What are Amazon FACOS? How to Calculate and Lower Amazon FBA Fees

What are Amazon FACOS? How to Calculate and Lower Amazon FBA Fees

Table of Contents

Ever wondered about the hidden factors that might be eating into your profits? Well, let’s talk about a game-changer that often flies under the radar: Fulfillment Added Cost of Sale, or Amazon FACOS. It’s a profit killer that may be quietly taking up 20% to 30% of your total revenue without you even realizing it.

Picture this: You've got a thriving Amazon store, sales are pouring in, and everything seems fantastic. But behind the scenes, your FACOS might be stealthily chipping away at your earnings.
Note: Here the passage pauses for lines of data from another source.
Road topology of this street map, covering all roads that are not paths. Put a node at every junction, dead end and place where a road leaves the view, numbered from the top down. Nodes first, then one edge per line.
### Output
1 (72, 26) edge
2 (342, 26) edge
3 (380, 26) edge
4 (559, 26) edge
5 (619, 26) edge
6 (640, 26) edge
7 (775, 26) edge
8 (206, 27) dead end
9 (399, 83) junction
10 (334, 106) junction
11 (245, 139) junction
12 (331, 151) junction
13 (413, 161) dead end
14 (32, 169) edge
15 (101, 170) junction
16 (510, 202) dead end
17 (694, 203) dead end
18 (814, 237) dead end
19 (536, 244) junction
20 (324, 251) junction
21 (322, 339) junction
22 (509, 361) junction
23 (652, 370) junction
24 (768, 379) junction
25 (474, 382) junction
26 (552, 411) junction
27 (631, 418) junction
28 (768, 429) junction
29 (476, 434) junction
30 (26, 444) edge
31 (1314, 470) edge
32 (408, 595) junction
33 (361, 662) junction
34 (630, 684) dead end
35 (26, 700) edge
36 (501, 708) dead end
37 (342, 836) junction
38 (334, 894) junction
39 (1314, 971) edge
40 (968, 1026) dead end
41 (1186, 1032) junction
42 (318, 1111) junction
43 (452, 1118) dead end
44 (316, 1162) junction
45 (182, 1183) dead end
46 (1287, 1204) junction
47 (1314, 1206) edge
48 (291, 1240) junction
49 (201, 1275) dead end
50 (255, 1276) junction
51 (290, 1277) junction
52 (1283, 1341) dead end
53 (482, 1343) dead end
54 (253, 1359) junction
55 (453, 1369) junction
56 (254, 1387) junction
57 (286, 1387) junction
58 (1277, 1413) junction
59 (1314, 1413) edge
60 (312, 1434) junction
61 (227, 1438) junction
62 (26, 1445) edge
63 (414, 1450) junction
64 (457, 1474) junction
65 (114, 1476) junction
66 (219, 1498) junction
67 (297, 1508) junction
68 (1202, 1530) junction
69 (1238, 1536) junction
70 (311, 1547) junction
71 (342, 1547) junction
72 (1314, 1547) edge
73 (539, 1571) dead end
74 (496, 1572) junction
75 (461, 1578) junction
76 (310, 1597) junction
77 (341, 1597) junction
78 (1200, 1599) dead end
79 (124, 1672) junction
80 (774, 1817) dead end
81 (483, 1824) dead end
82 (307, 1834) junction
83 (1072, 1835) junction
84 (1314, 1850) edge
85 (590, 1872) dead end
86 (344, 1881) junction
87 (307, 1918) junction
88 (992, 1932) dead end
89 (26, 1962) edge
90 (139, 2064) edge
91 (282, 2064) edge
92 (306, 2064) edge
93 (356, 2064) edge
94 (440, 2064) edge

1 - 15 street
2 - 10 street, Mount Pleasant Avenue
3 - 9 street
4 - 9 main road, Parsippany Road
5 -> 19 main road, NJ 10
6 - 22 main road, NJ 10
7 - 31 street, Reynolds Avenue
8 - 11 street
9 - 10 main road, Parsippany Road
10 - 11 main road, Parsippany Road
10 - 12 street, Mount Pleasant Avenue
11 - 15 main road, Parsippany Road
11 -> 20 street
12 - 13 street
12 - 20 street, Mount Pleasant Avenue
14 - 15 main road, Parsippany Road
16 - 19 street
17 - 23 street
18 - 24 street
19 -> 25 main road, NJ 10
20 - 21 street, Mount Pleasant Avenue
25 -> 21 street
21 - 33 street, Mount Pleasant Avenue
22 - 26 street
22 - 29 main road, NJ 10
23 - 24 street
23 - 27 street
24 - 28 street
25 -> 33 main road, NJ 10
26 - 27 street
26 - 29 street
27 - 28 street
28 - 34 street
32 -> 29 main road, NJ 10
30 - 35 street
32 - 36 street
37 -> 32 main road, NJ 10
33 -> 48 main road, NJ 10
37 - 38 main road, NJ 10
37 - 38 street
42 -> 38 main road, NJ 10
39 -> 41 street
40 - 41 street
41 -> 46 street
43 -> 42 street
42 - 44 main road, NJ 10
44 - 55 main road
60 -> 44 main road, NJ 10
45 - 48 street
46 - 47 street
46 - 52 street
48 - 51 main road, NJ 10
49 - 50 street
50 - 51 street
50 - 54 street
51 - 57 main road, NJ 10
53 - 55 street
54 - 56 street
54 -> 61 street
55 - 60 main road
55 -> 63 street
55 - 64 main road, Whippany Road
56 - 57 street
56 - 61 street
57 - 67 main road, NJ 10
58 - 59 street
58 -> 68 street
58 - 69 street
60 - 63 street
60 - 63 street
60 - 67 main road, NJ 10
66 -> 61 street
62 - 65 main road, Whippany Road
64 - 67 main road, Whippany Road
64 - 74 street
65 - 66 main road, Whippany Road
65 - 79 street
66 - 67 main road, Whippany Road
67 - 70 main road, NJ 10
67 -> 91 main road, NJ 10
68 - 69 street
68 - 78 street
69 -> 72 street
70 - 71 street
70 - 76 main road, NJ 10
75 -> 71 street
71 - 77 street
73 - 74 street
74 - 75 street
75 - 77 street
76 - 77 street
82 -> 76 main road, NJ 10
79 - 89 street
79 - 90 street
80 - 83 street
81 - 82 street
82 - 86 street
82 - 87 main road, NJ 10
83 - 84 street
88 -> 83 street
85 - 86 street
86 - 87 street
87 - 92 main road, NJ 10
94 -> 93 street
Whether it’s storage fees, shipping expenses, or packing materials – these seemingly small costs can add up to a significant chunk of your revenue.

While everyone’s talking about trimming down Total Advertising Cost of Sale (TACOS), which usually nabs around 15% of your earnings, let’s not overlook the crucial facet of Amazon FACOS. 

Understanding and managing it can be the key to keeping your business not just afloat, but thriving. Imagine being able to reclaim that 30% and reinvest it into growing your business, launching new products, or even pocketing it as extra profit. Being in the know about your Fulfillment Cost Per Order guides you through the complexities of making money on Amazon and helps you navigate towards profitability.

In this blog, we’ll delve into why FACOS is more than just a buzzword—it’s a critical factor that can make or break your ecommerce success. From understanding the financial impact to optimizing your operational efficiency, we’ll explore how calculating and managing Amazon FACOS is the key to unlocking profitability in your business.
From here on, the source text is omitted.